What is Descriptive Analytics?
At its core, Descriptive Analytics is the practice of interpreting historical data to understand changes over time and identify trends. It offers a comprehensive view of past data and analyses it to extract valuable insights.
This branch of business analytics forms the base of all advanced analytical disciplines such as predictive analytics and prescriptive analytics, as it sets the stage for drawing insights and informing decisions.
Functionality and Features
Descriptive Analytics employs a variety of techniques for data interpretation. This includes data aggregation and data mining methods to provide an understanding of business performance by interpreting historical data.
Benefits and Use Cases
Descriptive Analytics is fundamental to businesses for numerous reasons. The first is its ability to provide a clear understanding of past behaviours and how they might influence future outcomes. It also helps organizations uncover patterns that can lead to better strategic decision-making.
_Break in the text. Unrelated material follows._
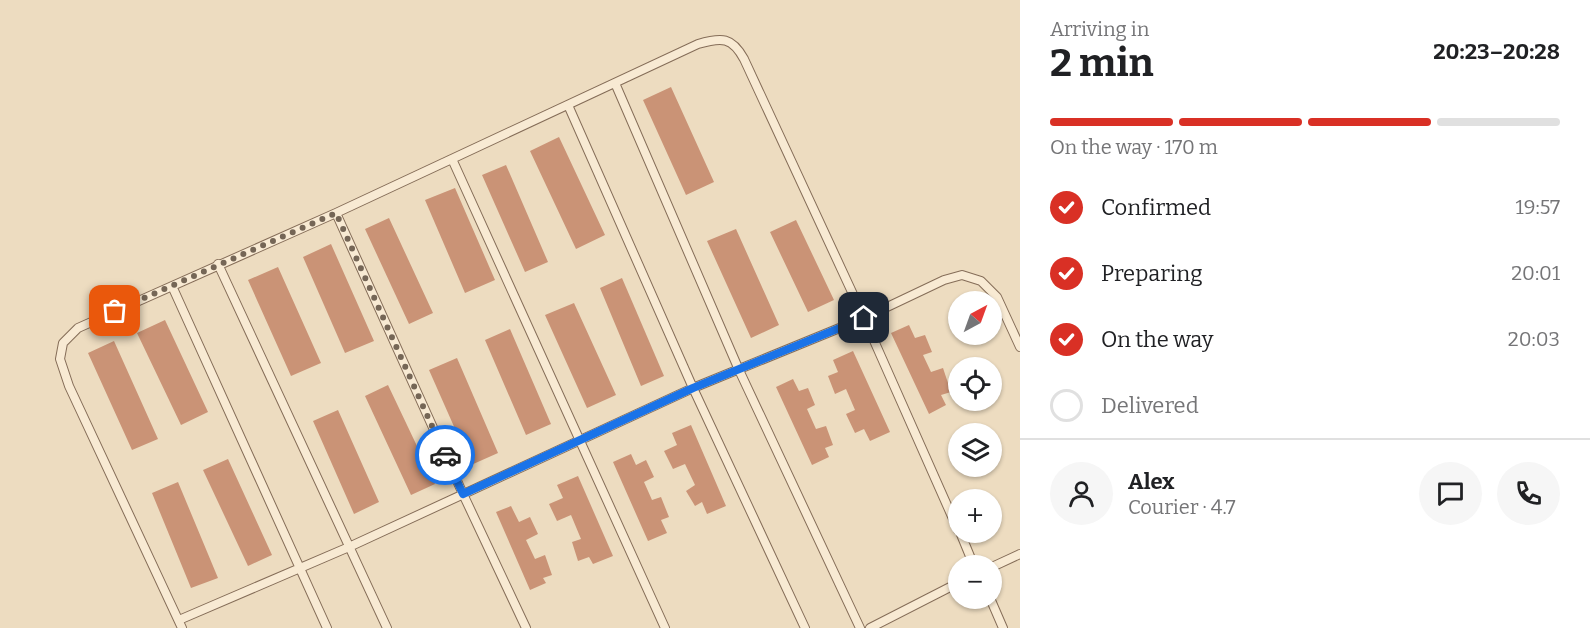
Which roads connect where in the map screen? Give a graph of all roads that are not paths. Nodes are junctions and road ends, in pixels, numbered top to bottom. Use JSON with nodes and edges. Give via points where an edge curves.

Challenges and Limitations
Although effective, Descriptive Analytics does have limitations. Primarily, while it provides insight into what has occurred, it doesn't offer explanations as to why a particular event happened nor predict future outcomes.
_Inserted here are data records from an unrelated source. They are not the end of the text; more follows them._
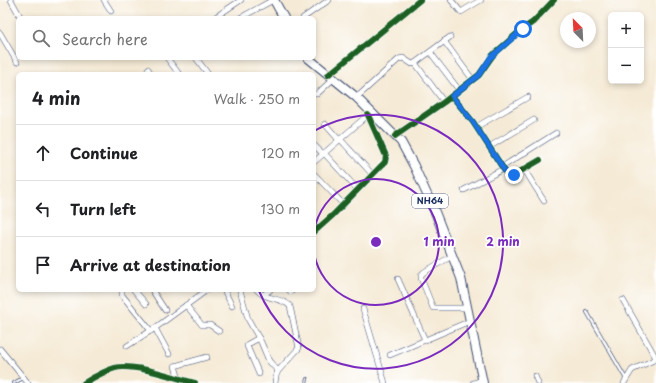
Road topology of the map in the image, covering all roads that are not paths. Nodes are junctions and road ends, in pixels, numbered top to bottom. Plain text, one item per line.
1 (11, 0) edge
2 (104, 0) edge
3 (241, 0) edge
4 (273, 0) edge
5 (329, 0) edge
6 (420, 0) edge
7 (451, 0) edge
8 (481, 0) edge
9 (554, 0) edge
10 (111, 11) dead end
11 (20, 16) edge
12 (221, 16) edge
13 (244, 16) edge
14 (283, 16) edge
15 (306, 16) edge
16 (0, 33) edge
17 (450, 36) dead end
18 (444, 41) junction
19 (430, 52) junction
20 (168, 60) edge
21 (198, 60) edge
22 (310, 60) edge
23 (17, 62) dead end
24 (415, 63) junction
25 (148, 69) dead end
26 (150, 72) edge
27 (178, 72) edge
28 (206, 72) edge
29 (331, 77) junction
30 (473, 80) junction
31 (459, 90) junction
32 (316, 94) edge
33 (452, 96) junction
34 (528, 97) dead end
35 (356, 98) junction
36 (444, 102) junction
37 (369, 114) junction
38 (534, 120) dead end
39 (325, 124) dead end
40 (476, 128) junction
41 (556, 133) dead end
42 (395, 136) junction
43 (340, 140) junction
44 (316, 147) edge
45 (489, 148) junction
46 (323, 154) junction
47 (316, 160) edge
48 (540, 160) dead end
49 (502, 168) junction
50 (524, 169) junction
51 (373, 175) junction
52 (316, 176) edge
53 (358, 190) junction
54 (464, 190) dead end
55 (544, 201) dead end
56 (344, 205) junction
57 (316, 230) edge
58 (452, 256) junction
59 (398, 279) dead end
60 (122, 292) edge
61 (136, 292) edge
62 (153, 292) edge
63 (204, 292) edge
64 (225, 292) edge
65 (241, 292) edge
66 (259, 292) edge
67 (267, 292) edge
68 (263, 295) junction
69 (623, 300) dead end
70 (146, 304) dead end
71 (186, 305) junction
72 (232, 306) dead end
73 (468, 308) junction
74 (165, 310) dead end
75 (363, 310) dead end
76 (587, 312) dead end
77 (470, 321) junction
78 (153, 329) junction
79 (219, 331) dead end
80 (259, 338) junction
81 (425, 340) junction
82 (127, 346) dead end
83 (0, 349) edge
84 (169, 354) dead end
85 (390, 355) dead end
86 (207, 357) dead end
87 (656, 358) edge
88 (278, 371) junction
89 (259, 374) dead end
90 (535, 376) dead end
91 (24, 378) junction
92 (178, 379) junction
93 (307, 379) dead end
94 (625, 381) edge
95 (188, 382) edge
96 (482, 382) edge
97 (14, 383) edge
98 (28, 383) edge
99 (84, 383) edge
100 (194, 383) edge
101 (275, 383) edge
102 (306, 383) edge
103 (385, 383) edge
104 (473, 383) edge
105 (538, 383) edge

1 - 11 street
2 - 10 street
3 - 12 street
4 - 13 street
4 - 14 highway
5 - 15 street
6 - 29 street
7 - 8 street
9 - 30 street
16 - 23 street
17 - 18 street
18 - 19 street
18 - 30 street
19 - 24 street
19 - 31 street
20 - 27 street
21 - 28 street
22 - 29 highway, NH64
24 - 35 street
24 - 36 street
25 - 26 street
29 - 32 street
29 - 35 highway, NH64
30 - 31 street
31 - 33 street
33 - 36 street
33 - 40 street
34 - 40 street
35 - 37 highway, NH64
36 - 42 street
37 - 42 highway, NH64
37 - 43 street
37 - 51 street
38 - 45 street
39 - 43 street
40 - 45 street
41 - 49 street
42 - 58 highway, NH64
43 - 46 street
43 - 51 street
44 - 46 street
45 - 49 street
46 - 47 street
46 - 53 street
48 - 50 street
49 - 50 street
49 - 54 street
50 - 55 street
51 - 53 street
52 - 56 street
53 - 56 street
56 - 57 street
58 - 73 highway, NH64
58 - 73 street
59 - 81 street
60 - 78 street
61 - 70 street
62 - 74 street
63 - 71 street
64 - 72 street
65 - 80 street
66 - 68 street
67 - 68 street
68 - 88 street
69 - 87 street
71 - 78 street
71 - 79 street
73 - 77 highway, NH64
75 - 103 street
76 - 94 lane
77 - 81 street
77 - 96 highway, NH64
78 - 82 street
78 - 84 street
80 - 88 street
80 - 89 street
81 - 85 street
83 - 91 street
86 - 92 street
87 - 94 street
88 - 101 street
90 - 105 street
91 - 97 lane
91 - 98 street
92 - 95 street
92 - 99 street
93 - 102 lane
95 - 100 street
96 - 104 street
Integration with Data Lakehouse
Descriptive Analytics plays a crucial role in a data lakehouse setup. Data lakehouses can store vast amounts of raw data. Descriptive Analytics can then be used to process and understand that data, thereby facilitating better business decision-making.
Security Aspects
Like any data-related process, Descriptive Analytics requires strong security measures. Ensuring data privacy, maintaining data integrity, and protecting against data breaches are essential aspects of this kind of analysis.
Performance
Descriptive Analytics influences performance by steering the tactical actions taken by management. By understanding past performance, businesses can take actions to improve future performance.
FAQs
What is Descriptive Analytics? Descriptive Analytics involves processing historical data to understand past behaviour and trends.
What techniques does Descriptive Analytics use? It primarily uses data aggregation and data mining methods.
What are the limitations of Descriptive Analytics? It only provides insights into what has happened, not why it happened, or what will happen in the future.
Why is Descriptive Analytics important in a data lakehouse setup? It processes and interprets vast amounts of raw data stored in a lakehouse, thereby aiding decision-making.
Glossary
Data Lakehouse: A hybrid data architecture that combines the best features of data warehouses and data lakes.
Data Aggregation: The process of collecting and summarizing data in a condensed form.
Data Mining: The practice of examining large databases to generate new information.
Data Breach: An incident where confidential data is accessed or stolen without authorization.
Data Privacy: The aspect of data protection that deals with the proper handling of data - consent, notice, and regulatory obligations.